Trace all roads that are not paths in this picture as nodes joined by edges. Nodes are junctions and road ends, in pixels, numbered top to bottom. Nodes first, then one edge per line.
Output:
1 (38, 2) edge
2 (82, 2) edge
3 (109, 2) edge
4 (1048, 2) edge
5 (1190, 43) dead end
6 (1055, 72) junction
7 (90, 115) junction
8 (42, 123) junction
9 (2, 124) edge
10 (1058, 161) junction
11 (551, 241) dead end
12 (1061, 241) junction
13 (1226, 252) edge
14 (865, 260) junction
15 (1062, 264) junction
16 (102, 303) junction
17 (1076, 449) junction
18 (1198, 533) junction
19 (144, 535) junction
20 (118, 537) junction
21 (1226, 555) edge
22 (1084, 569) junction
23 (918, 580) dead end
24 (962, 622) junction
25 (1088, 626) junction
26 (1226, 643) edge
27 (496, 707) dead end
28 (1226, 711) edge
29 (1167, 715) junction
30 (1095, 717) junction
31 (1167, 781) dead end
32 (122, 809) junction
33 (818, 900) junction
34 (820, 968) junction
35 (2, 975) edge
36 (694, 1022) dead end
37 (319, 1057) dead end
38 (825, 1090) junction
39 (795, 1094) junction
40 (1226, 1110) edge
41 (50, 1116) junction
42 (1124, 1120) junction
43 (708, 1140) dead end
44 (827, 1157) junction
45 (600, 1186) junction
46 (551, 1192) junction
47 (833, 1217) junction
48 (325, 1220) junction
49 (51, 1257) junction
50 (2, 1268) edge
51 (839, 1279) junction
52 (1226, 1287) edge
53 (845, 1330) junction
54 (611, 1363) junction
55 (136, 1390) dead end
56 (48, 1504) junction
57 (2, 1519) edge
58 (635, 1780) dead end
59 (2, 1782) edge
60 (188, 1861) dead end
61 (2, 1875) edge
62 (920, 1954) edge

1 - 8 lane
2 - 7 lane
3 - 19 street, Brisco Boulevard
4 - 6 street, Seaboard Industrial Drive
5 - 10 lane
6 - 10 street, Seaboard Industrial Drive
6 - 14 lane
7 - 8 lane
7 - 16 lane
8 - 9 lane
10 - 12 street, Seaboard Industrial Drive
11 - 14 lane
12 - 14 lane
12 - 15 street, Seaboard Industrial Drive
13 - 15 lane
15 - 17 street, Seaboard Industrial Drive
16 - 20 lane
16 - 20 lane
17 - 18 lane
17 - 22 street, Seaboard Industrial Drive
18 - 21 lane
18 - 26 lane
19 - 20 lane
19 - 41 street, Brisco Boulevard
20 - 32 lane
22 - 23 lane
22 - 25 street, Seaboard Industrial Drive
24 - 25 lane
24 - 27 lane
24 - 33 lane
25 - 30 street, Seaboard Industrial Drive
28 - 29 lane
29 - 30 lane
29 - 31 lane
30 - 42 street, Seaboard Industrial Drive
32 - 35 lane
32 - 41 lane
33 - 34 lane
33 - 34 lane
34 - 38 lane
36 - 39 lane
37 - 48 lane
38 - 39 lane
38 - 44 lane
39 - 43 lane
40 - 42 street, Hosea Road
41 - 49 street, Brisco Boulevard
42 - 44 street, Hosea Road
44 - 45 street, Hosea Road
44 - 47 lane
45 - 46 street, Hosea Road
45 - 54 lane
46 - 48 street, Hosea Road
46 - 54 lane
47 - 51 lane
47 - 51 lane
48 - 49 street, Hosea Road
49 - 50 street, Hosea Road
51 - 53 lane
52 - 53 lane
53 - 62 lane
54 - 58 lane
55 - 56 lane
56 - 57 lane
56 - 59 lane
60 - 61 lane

→ ABOUT THIS EXERCISE
Lines with the word "Industrial" in them should be copied from the preceding records.

→ TASK RESULT
4 - 6 street, Seaboard Industrial Drive
6 - 10 street, Seaboard Industrial Drive
10 - 12 street, Seaboard Industrial Drive
12 - 15 street, Seaboard Industrial Drive
15 - 17 street, Seaboard Industrial Drive
17 - 22 street, Seaboard Industrial Drive
22 - 25 street, Seaboard Industrial Drive
25 - 30 street, Seaboard Industrial Drive
30 - 42 street, Seaboard Industrial Drive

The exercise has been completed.